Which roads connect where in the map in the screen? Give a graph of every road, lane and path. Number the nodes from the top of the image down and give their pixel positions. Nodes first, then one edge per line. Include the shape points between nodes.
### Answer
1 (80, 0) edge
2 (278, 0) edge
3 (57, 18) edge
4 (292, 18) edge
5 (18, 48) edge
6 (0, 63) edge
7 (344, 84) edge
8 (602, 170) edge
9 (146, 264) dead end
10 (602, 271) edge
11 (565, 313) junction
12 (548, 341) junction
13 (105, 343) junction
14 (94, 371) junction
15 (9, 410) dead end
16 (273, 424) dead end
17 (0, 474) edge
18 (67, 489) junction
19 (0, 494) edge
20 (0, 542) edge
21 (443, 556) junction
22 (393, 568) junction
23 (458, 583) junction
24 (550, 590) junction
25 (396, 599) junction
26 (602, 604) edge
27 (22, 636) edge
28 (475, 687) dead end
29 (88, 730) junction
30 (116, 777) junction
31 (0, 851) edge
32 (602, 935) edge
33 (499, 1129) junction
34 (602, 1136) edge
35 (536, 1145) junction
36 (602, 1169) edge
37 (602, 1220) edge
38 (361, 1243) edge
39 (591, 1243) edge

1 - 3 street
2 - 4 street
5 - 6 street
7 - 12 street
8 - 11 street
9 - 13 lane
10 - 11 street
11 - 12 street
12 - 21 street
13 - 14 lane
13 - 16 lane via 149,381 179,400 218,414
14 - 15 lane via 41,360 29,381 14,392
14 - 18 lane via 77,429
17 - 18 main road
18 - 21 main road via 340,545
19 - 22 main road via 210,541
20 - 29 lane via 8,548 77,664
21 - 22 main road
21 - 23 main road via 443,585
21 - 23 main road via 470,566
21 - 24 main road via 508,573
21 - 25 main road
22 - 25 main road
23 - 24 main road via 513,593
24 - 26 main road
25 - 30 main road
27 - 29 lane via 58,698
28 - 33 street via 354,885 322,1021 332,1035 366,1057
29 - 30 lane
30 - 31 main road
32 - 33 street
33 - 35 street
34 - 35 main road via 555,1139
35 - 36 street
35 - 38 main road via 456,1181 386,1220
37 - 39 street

********

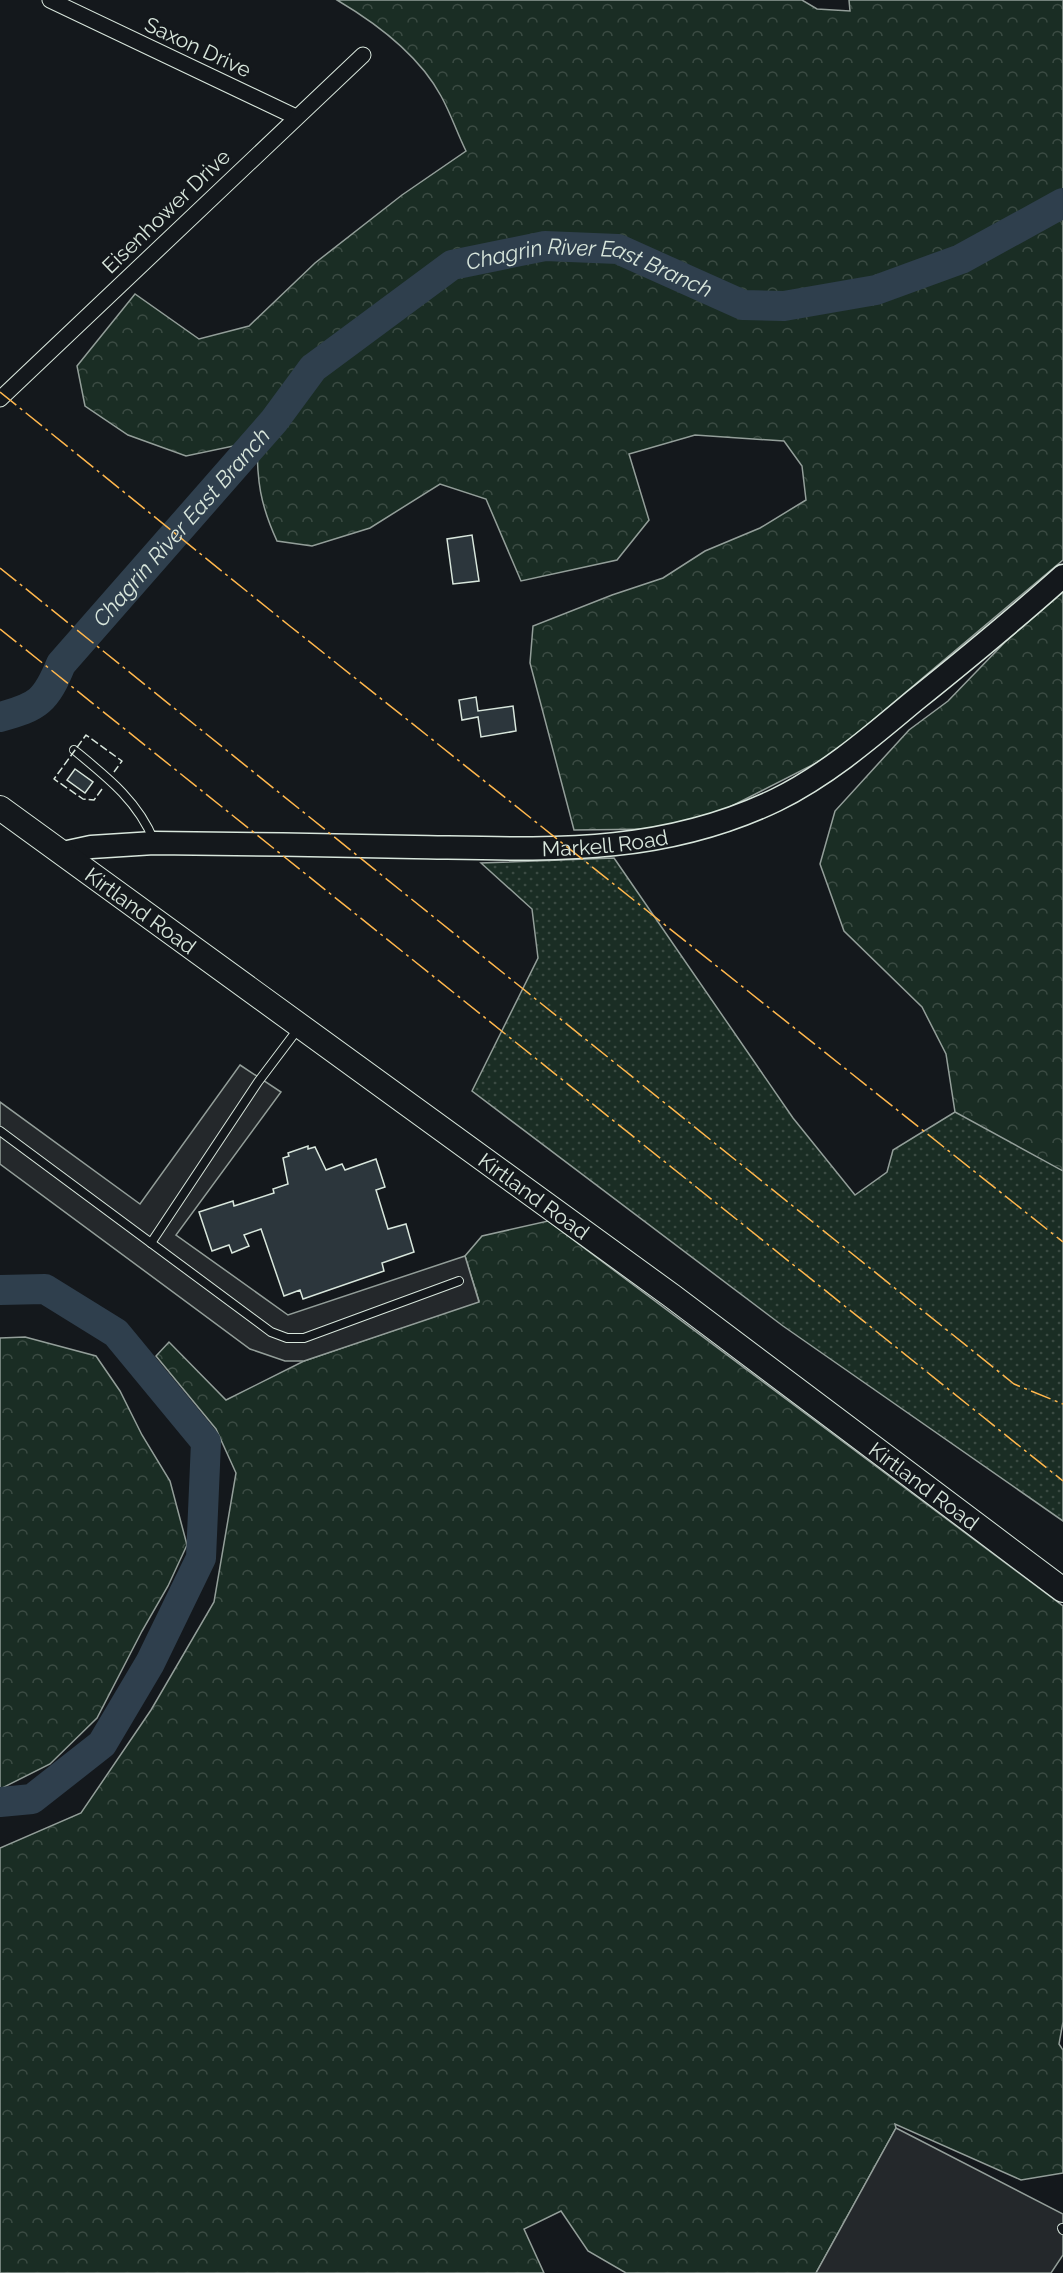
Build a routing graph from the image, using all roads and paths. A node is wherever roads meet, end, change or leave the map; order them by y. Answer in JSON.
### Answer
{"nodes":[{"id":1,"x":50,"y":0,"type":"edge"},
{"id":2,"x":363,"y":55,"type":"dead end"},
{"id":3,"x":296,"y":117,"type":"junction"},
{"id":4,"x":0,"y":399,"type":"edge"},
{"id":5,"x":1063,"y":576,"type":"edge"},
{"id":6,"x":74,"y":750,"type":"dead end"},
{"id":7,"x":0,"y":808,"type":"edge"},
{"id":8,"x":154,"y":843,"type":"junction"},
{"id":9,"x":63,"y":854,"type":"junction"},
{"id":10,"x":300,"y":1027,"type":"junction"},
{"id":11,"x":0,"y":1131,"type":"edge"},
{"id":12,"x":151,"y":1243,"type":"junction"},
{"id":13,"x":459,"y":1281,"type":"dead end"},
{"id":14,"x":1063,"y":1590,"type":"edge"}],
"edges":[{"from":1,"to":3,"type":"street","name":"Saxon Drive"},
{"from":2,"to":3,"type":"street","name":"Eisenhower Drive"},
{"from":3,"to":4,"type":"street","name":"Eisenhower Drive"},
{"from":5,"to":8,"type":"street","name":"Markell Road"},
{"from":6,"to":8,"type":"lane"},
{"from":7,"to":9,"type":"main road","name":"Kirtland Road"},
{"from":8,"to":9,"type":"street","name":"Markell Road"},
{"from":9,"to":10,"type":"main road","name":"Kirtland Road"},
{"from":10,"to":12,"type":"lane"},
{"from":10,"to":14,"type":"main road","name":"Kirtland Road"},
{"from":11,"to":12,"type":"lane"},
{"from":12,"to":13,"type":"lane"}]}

********

**Problem details**
Lines of the listing above that contain the word "Drive" must all be copied.

**Solution for this task**
"edges":[{"from":1,"to":3,"type":"street","name":"Saxon Drive"},
{"from":2,"to":3,"type":"street","name":"Eisenhower Drive"},
{"from":3,"to":4,"type":"street","name":"Eisenhower Drive"},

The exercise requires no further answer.